Dott. DI STASI Antonella - Relatore

Dott. GALANTI Alberto - Consigliere

Dott. MACRÌ Ubalda - Consigliere

Dott. ANDRONIO Alessandro Maria - Consigliere

ha pronunciato la seguente

SENTENZA



sul ricorso proposto da:

SCM GROUP Spa, in persona del legale rappresentante A.A.

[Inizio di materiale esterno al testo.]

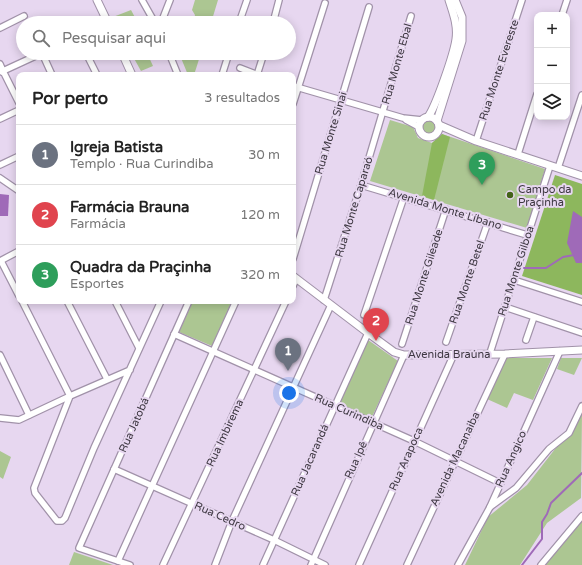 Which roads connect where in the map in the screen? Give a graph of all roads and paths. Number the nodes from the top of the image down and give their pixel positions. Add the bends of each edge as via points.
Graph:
1 (97, 0) edge
2 (142, 0) edge
3 (170, 0) edge
4 (247, 0) edge
5 (279, 0) edge
6 (449, 0) edge
7 (455, 0) edge
8 (522, 0) edge
9 (567, 0) edge
10 (325, 3) dead end
11 (369, 7) dead end
12 (563, 12) edge
13 (105, 16) edge
14 (151, 16) edge
15 (164, 16) edge
16 (241, 16) edge
17 (274, 16) edge
18 (411, 16) dead end
19 (16, 20) edge
20 (0, 28) edge
21 (27, 60) edge
22 (45, 60) edge
23 (90, 60) edge
24 (125, 60) edge
25 (172, 60) edge
26 (227, 60) edge
27 (262, 60) edge
28 (0, 64) edge
29 (240, 68) dead end
30 (2, 72) edge
31 (51, 72) edge
32 (96, 72) edge
33 (131, 72) edge
34 (177, 72) edge
35 (223, 72) edge
36 (250, 72) edge
37 (258, 72) edge
38 (296, 87) edge
39 (582, 95) edge
40 (16, 98) edge
41 (340, 100) junction
42 (534, 103) edge
43 (16, 111) edge
44 (382, 113) junction
45 (0, 119) edge
46 (423, 121) junction
47 (438, 126) junction
48 (476, 141) junction
49 (518, 154) junction
50 (16, 157) edge
51 (0, 165) edge
52 (550, 166) junction
53 (558, 168) junction
54 (582, 176) edge
55 (0, 178) edge
56 (361, 185) junction
57 (16, 189) edge
58 (404, 197) junction
59 (446, 209) junction
60 (488, 222) junction
61 (527, 235) junction
62 (296, 249) edge
63 (16, 253) edge
64 (1, 261) edge
65 (296, 278) edge
66 (514, 280) junction
67 (16, 290) edge
68 (324, 300) junction
69 (582, 302) edge
70 (24, 304) edge
71 (70, 304) edge
72 (117, 304) edge
73 (160, 304) edge
74 (188, 304) edge
75 (235, 304) edge
76 (285, 304) edge
77 (331, 305) junction
78 (505, 308) junction
79 (364, 315) dead end
80 (534, 317) junction
81 (368, 333) junction
82 (582, 333) edge
83 (174, 334) junction
84 (526, 340) dead end
85 (446, 342) dead end
86 (402, 344) dead end
87 (140, 348) junction
88 (582, 350) edge
89 (214, 351) junction
90 (560, 351) junction
91 (490, 353) junction
92 (454, 354) junction
93 (505, 354) junction
94 (0, 355) edge
95 (404, 355) junction
96 (254, 369) junction
97 (130, 370) junction
98 (107, 379) junction
99 (293, 387) junction
100 (70, 396) junction
101 (334, 405) junction
102 (582, 406) edge
103 (29, 416) junction
104 (0, 418) edge
105 (373, 423) junction
106 (414, 441) junction
107 (455, 461) junction
108 (114, 469) junction
109 (500, 483) junction
110 (153, 486) junction
111 (192, 503) junction
112 (490, 507) junction
113 (582, 516) edge
114 (232, 521) junction
115 (274, 540) junction
116 (118, 561) junction
117 (312, 563) edge
118 (130, 565) edge
119 (163, 565) edge
120 (215, 565) edge
121 (263, 565) edge
122 (325, 565) edge
123 (359, 565) edge
124 (406, 565) edge
125 (458, 565) edge
126 (541, 565) edge

1 - 13 street
2 - 14 street
3 - 15 street
4 - 16 street
5 - 17 street
6 - 46 street via 455,19 456,40 435,106
7 - 47 street via 462,17 462,41
8 - 48 street, Rua Monte Evereste
9 - 12 street
10 - 38 street
11 - 41 street, Rua Monte Sinai
18 - 44 street, Rua Monte Ebal
19 - 20 street
21 - 30 street
22 - 31 street
23 - 32 street
24 - 33 street
25 - 34 street
26 - 35 street
27 - 37 street
28 - 30 street
29 - 36 street
30 - 40 street
38 - 41 street
39 - 53 street
41 - 44 street
41 - 62 street, Rua Monte Sinai
42 - 49 street
43 - 45 street
44 - 46 street
44 - 56 street, Rua Monte Caparaó
46 - 47 street
46 - 47 street via 421,134 426,137 433,137
47 - 48 street
48 - 49 street
49 - 52 street
50 - 51 street
52 - 53 street
52 - 61 street, Rua Monte Gilboa
53 - 54 street
55 - 57 street
56 - 58 street, Avenida Monte Líbano
56 - 68 street, Rua Monte Caparaó
58 - 59 street, Avenida Monte Líbano
58 - 79 street
59 - 60 street, Avenida Monte Líbano
59 - 86 street, Rua Monte Gileade
60 - 61 street, Avenida Monte Líbano
60 - 85 street, Rua Monte Betel
61 - 66 street, Rua Monte Gilboa
63 - 64 street
64 - 67 street
65 - 68 street, Avenida Braúna
66 - 69 street
66 - 78 street, Rua Monte Gilboa
68 - 77 street, Avenida Braúna
70 - 100 street
71 - 98 street
72 - 87 street
73 - 87 street
74 - 83 street, Rua Jatobá
75 - 89 street
76 - 96 street, Rua Imbirema
77 - 81 street, Avenida Braúna
77 - 99 street
78 - 80 street
78 - 91 street, Rua Monte Gilboa
80 - 82 street
80 - 84 street
81 - 95 street, Avenida Braúna via 394,352
81 - 101 street, Rua Jacarandá
83 - 89 street, Rua Curindiba
83 - 108 street, Rua Jatobá
87 - 97 street
88 - 90 street, Avenida Braúna
89 - 96 street, Rua Curindiba
89 - 110 street
90 - 93 street, Avenida Braúna
90 - 109 street, Rua Angico
91 - 92 street, Avenida Braúna
91 - 93 street, Avenida Braúna
92 - 95 street, Avenida Braúna
92 - 106 street, Rua Arapoca
93 - 107 street, Avenida Macanaiba
94 - 103 street
95 - 105 street, Rua Ipê
96 - 99 street, Rua Curindiba
96 - 111 street, Rua Imbirema
97 - 98 street
97 - 100 street via 65,518 59,521 35,493 34,488
98 - 100 street
99 - 101 street, Rua Curindiba
99 - 114 street
100 - 103 street
101 - 105 street, Rua Curindiba
101 - 115 street, Rua Jacarandá
102 - 112 street via 569,433 549,449 516,488
103 - 104 street via 19,420
105 - 106 street, Rua Curindiba
105 - 117 street, Rua Ipê
106 - 107 street, Rua Curindiba
106 - 123 street, Rua Arapoca
107 - 109 street, Rua Curindiba
107 - 124 street, Avenida Macanaiba
108 - 110 street, Rua Cedro
108 - 116 street, Rua Jatobá via 79,548
109 - 112 street, Rua Angico
110 - 111 street, Rua Cedro
110 - 116 street
111 - 114 street, Rua Cedro
111 - 119 street, Rua Imbirema
112 - 125 street, Rua Angico
113 - 126 street
114 - 115 street, Rua Cedro
114 - 120 street
115 - 117 street, Rua Cedro
115 - 121 street, Rua Jacarandá
116 - 118 street
117 - 122 street, Rua Cedro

avverso la sentenza del 27/03/2023 della Corte di appello di Bologna

visti gli atti, il provvedimento impugnato e il ricorso;

udita la relazione svolta dal consigliere Antonella Di Stasi;

udito il Pubblico Ministero, in persona del Sostituto Procuratore generale Paola Filippi, che ha concluso chiedendo la declaratoria di inammissibilità del ricorso;

udito per l'imputato l'avv. Francesco Piccaglia De Eccher, che ha concluso insistendo per l'accoglimento del ricorso.

 

Fatto


1. Con sentenza del 27/03/2023, la Corte di appello di Bologna, decidendo in sede di rinvio a seguito della sentenza n. 39615/2022 della Corte di cassazione, confermava la sentenza emessa in data 15/11/2018 dal Tribunale di Rimini, con la quale la SCM GROUP Spa era stata dichiarata responsabile dell'illecito amministrativo di cui all'art. 25-septies, comma 2, d.lgs 231/2001 in relazione al delitto di lesioni colpose commesse con violazione delle norme di tutela e sicurezza sul lavoro (l'evento si era verificato nella notte tra il 16 ed il 17 settembre del 2008, era avvenuto durante l'esecuzione di un'operazione di sostituzione di un nastro trasportatore finalizzato a fare confluire materiale per la fusione all'interno di un silos; la persona offesa era l'unico dei componenti di una squadra di quattro operai a trovarsi sulla sommità del silos e l'infortunio si era verificato a seguito del transito di una componente del carroponte, alla cui guida si trovava altro appartenente alla squadra, che aveva provocato lo schiacciamento del capo della vittima contro uno spigolo della balaustra; la persona offesa aveva riportato lesioni gravissime comportanti invalidità permanente del 75%) e condannata al pagamento della sanzione amministrativa di 200 quote dell'importo di Euro 500,00 ciascuna per un importo complessivo di Euro 100.000,00.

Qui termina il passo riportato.